_TASK REQUIREMENTS_: Whenever a line in the records below contains "name", pick it out.

_TASK INPUT_:

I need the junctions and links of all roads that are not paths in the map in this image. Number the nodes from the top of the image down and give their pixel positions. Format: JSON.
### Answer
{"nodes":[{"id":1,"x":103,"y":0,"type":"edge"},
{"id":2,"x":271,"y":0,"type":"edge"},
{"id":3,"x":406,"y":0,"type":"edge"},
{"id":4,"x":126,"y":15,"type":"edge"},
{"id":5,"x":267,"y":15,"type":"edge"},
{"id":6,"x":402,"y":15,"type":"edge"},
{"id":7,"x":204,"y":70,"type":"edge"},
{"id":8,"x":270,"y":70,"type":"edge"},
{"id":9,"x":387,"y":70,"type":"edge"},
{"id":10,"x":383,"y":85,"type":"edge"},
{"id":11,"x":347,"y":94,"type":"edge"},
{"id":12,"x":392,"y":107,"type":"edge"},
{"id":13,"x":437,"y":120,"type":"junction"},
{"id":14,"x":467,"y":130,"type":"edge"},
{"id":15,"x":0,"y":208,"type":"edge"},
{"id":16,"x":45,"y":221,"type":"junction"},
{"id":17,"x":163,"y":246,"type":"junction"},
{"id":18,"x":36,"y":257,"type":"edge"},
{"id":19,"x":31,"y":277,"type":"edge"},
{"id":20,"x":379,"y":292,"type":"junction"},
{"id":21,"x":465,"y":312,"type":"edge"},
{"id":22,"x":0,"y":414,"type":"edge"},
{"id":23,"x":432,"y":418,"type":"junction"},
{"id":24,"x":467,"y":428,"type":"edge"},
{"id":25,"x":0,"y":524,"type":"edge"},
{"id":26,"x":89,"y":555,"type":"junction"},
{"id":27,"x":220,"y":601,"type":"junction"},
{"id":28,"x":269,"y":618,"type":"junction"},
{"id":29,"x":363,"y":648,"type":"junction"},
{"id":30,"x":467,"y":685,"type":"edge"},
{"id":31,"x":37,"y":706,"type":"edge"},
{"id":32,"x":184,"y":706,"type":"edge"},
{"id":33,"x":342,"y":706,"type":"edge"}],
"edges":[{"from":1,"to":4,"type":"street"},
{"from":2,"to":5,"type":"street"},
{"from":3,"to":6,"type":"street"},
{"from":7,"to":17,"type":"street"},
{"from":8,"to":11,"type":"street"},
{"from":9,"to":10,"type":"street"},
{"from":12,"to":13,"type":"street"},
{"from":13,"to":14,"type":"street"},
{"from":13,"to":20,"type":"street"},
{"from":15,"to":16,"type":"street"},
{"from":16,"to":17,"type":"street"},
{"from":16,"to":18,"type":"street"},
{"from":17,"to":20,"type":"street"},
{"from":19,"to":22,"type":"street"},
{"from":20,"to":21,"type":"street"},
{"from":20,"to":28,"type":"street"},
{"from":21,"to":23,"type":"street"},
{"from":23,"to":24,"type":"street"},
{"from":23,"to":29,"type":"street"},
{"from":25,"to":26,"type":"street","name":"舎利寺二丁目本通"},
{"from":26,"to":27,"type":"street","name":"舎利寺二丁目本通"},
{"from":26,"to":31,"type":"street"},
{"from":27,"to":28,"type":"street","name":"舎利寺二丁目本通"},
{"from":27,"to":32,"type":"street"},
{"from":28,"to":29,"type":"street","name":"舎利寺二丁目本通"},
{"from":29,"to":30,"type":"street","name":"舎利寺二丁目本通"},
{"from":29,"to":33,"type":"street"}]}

_COMPLETED EXERCISE_:
{"from":25,"to":26,"type":"street","name":"舎利寺二丁目本通"},
{"from":26,"to":27,"type":"street","name":"舎利寺二丁目本通"},
{"from":27,"to":28,"type":"street","name":"舎利寺二丁目本通"},
{"from":28,"to":29,"type":"street","name":"舎利寺二丁目本通"},
{"from":29,"to":30,"type":"street","name":"舎利寺二丁目本通"},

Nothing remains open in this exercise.